A self-date is this concept of taking yourself out for a period of time just by yourself.
It's a kind of concept I took from the wonderful Julia Cameron's book, The Artist Way, where she refers to this as an artist date.
But it primarily is just a block of time taken purely by yourself for yourself.
The kind of me, myself and I, I call it.
But how incredibly challenging it is as a concept for women.
I recall my own childhood of watching the women of many generations and their focus and attention and actions throughout my growing up years.
My grandmothers were housewives and spent all of their time fussing and fawning over the various family members and especially their husbands, the men.
My granny Laidlaw was dispatched to boarding school, sadly, the real centrinians, at the tender age of five years old when her parents, my great-grandparents, sailed off to live and work in India.
My heart bleeds for her even now to think of that massive distance all those decades ago with no internet and no mobile phones.
When I first heard about the cruel and unkind Victorian abandonment to a stone cold institution at an age where many are only just starting to make sense of their surroundings, their language and body, let alone the loneliness and abandonment or rejection as she viewed it, I was horrified.

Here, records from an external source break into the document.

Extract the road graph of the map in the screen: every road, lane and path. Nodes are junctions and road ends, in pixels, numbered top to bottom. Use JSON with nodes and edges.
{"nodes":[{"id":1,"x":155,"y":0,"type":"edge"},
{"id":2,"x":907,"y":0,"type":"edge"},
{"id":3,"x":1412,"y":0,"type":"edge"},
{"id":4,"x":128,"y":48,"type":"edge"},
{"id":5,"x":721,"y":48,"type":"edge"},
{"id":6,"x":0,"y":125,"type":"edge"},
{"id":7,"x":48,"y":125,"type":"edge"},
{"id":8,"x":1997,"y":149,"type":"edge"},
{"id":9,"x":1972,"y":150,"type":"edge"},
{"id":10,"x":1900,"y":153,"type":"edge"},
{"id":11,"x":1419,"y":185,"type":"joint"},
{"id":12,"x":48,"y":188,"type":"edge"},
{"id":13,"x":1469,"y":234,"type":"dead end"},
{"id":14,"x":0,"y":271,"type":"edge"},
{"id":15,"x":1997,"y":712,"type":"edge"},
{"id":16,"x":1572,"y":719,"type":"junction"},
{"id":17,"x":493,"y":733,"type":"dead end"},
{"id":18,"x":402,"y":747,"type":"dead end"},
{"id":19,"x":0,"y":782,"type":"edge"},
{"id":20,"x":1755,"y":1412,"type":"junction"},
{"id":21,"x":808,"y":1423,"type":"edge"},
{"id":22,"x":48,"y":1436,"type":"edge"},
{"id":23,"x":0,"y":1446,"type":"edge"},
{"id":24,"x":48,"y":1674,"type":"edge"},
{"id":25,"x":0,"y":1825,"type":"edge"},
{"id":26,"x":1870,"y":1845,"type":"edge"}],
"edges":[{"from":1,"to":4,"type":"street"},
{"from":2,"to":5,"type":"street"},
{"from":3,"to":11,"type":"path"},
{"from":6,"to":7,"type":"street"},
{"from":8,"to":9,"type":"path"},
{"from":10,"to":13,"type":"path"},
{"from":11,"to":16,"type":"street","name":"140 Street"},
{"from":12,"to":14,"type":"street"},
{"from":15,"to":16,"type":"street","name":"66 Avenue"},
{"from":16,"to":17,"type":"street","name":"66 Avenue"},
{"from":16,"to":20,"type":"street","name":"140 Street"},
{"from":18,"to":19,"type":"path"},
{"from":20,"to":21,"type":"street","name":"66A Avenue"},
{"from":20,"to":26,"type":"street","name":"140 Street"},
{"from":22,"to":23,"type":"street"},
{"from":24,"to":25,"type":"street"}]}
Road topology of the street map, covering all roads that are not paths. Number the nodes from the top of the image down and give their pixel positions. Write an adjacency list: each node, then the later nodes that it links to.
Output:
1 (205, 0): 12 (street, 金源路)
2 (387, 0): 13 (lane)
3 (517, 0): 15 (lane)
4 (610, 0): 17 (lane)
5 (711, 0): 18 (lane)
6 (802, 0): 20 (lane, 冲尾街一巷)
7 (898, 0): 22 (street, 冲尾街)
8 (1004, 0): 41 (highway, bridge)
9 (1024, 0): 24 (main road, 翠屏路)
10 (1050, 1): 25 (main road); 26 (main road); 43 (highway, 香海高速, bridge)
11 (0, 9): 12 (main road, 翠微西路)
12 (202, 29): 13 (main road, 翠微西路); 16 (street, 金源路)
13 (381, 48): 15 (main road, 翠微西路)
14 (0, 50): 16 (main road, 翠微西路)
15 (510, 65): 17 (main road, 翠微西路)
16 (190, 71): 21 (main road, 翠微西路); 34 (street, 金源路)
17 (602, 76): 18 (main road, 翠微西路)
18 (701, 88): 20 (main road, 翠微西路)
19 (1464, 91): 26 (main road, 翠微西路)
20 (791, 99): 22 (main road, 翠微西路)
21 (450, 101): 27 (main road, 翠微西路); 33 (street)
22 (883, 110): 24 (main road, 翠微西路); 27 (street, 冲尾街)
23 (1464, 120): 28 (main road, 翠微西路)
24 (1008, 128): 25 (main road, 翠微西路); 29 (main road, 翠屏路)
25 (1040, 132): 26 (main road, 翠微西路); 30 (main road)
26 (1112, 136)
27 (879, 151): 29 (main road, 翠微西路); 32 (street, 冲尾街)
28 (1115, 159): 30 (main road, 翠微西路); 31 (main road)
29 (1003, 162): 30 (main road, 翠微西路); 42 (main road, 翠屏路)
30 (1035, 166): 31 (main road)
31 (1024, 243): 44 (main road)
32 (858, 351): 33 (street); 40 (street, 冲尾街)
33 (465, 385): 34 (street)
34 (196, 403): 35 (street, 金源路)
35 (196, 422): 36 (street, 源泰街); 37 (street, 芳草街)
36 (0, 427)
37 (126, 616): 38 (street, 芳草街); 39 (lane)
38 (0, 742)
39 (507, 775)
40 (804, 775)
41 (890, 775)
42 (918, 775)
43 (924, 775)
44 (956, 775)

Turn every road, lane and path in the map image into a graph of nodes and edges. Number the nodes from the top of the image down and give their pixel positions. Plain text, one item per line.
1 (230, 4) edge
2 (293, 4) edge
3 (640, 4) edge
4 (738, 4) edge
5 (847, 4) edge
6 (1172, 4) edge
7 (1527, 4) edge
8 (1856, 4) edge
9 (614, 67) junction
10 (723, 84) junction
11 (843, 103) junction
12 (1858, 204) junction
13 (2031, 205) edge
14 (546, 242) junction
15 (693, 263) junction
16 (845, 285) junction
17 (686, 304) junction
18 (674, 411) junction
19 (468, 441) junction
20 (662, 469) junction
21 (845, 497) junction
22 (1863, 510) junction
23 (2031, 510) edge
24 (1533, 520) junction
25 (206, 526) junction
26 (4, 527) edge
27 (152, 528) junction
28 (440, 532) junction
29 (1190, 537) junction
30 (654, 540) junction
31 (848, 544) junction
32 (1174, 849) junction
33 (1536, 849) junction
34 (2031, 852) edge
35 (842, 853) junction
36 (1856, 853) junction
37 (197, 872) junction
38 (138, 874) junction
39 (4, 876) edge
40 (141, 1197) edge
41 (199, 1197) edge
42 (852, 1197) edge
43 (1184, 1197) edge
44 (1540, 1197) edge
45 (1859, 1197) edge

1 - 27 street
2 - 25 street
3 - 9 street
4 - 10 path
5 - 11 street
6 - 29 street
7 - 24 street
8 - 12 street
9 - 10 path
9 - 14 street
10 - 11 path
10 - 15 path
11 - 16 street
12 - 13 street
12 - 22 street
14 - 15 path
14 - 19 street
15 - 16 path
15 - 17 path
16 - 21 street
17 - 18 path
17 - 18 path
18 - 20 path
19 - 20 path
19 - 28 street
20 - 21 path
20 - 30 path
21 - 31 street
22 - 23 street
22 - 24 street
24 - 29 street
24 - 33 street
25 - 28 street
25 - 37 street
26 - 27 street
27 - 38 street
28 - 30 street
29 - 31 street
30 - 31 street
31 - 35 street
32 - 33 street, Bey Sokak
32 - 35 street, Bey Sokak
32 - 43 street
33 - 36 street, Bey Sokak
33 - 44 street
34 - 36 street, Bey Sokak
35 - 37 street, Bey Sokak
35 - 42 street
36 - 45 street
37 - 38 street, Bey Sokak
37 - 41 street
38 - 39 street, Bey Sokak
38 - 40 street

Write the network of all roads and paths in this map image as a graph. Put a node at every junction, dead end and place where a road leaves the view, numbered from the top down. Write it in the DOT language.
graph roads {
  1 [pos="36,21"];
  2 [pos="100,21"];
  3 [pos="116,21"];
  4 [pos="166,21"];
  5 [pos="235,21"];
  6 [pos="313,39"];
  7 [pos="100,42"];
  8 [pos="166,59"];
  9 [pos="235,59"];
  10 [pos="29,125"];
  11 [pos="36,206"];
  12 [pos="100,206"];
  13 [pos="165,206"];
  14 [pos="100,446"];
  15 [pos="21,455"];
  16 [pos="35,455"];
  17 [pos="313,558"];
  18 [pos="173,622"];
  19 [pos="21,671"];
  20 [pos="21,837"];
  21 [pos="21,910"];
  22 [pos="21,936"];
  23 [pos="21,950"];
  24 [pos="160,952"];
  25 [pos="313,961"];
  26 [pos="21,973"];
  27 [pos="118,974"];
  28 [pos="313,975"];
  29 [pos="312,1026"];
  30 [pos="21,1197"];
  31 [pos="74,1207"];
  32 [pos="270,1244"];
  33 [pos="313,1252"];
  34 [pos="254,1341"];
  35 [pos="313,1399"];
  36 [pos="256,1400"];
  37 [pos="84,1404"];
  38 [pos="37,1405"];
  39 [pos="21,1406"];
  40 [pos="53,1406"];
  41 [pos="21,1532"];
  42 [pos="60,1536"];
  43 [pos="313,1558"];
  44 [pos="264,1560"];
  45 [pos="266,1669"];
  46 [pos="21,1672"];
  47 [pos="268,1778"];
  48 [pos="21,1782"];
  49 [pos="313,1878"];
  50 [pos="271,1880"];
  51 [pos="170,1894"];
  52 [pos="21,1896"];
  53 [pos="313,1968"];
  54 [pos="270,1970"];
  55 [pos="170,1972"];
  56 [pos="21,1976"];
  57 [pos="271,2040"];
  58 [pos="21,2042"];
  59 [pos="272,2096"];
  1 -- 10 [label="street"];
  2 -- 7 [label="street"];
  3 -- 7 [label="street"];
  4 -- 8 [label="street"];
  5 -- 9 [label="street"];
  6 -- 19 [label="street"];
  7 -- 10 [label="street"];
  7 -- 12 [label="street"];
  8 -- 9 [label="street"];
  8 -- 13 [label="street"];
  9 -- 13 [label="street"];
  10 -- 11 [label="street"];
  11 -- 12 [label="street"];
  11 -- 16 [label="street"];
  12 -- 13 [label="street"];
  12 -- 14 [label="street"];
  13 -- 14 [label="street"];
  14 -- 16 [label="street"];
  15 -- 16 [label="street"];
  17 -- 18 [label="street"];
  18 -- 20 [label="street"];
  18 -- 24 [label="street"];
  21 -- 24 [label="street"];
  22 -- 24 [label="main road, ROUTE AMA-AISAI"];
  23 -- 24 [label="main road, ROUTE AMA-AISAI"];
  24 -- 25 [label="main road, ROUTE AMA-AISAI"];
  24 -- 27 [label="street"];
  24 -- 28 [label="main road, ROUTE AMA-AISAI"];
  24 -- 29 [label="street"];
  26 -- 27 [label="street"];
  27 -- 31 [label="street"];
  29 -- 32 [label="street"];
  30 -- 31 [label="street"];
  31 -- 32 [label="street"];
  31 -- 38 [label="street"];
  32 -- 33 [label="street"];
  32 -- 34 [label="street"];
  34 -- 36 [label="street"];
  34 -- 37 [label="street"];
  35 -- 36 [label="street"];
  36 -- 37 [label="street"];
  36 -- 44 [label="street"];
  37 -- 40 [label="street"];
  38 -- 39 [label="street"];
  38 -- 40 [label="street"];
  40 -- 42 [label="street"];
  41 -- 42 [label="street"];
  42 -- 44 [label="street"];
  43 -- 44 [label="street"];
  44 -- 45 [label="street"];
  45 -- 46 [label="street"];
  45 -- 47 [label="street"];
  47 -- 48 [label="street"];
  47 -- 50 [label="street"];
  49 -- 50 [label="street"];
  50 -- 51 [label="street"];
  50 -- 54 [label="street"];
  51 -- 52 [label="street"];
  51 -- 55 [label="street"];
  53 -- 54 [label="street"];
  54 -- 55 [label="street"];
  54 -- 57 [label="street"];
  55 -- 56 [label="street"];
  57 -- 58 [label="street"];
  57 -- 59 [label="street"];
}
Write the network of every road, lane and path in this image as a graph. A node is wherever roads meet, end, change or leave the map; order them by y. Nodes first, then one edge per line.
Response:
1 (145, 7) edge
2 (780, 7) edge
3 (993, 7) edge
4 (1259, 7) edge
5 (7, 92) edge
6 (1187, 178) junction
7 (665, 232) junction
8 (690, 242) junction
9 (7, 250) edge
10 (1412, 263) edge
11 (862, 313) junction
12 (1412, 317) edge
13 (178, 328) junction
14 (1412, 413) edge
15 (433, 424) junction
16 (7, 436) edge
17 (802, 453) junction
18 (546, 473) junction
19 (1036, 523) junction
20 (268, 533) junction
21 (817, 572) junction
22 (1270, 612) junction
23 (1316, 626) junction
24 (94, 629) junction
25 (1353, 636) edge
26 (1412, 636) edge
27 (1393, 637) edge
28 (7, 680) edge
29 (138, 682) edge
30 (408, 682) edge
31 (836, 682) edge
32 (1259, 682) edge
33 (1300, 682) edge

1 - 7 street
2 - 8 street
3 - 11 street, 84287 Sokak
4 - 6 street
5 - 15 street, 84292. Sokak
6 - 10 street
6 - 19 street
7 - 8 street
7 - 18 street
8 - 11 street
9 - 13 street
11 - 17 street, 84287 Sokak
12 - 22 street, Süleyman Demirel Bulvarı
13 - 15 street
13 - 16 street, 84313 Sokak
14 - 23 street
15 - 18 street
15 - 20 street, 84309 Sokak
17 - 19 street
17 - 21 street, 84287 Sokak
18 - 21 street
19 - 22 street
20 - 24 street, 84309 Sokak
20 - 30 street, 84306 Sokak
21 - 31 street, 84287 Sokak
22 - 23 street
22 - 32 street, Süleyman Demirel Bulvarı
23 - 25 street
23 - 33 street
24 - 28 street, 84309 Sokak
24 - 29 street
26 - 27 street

How would or could parents do that to their child?
How did she cope?
Who was there for her when she was sad, down or depressed?
Girls in boarding school taught her about the role of women during her years there.
She would later display proudly on the wall her certificates for home economics, aka how to clean, hoover, wash dishes and care for her husband and all the children.
But let's not forget that even as recent as the 1960s and 1970s, women were expected to give up their jobs.
work and fully attend to their home and their husbands after marriage.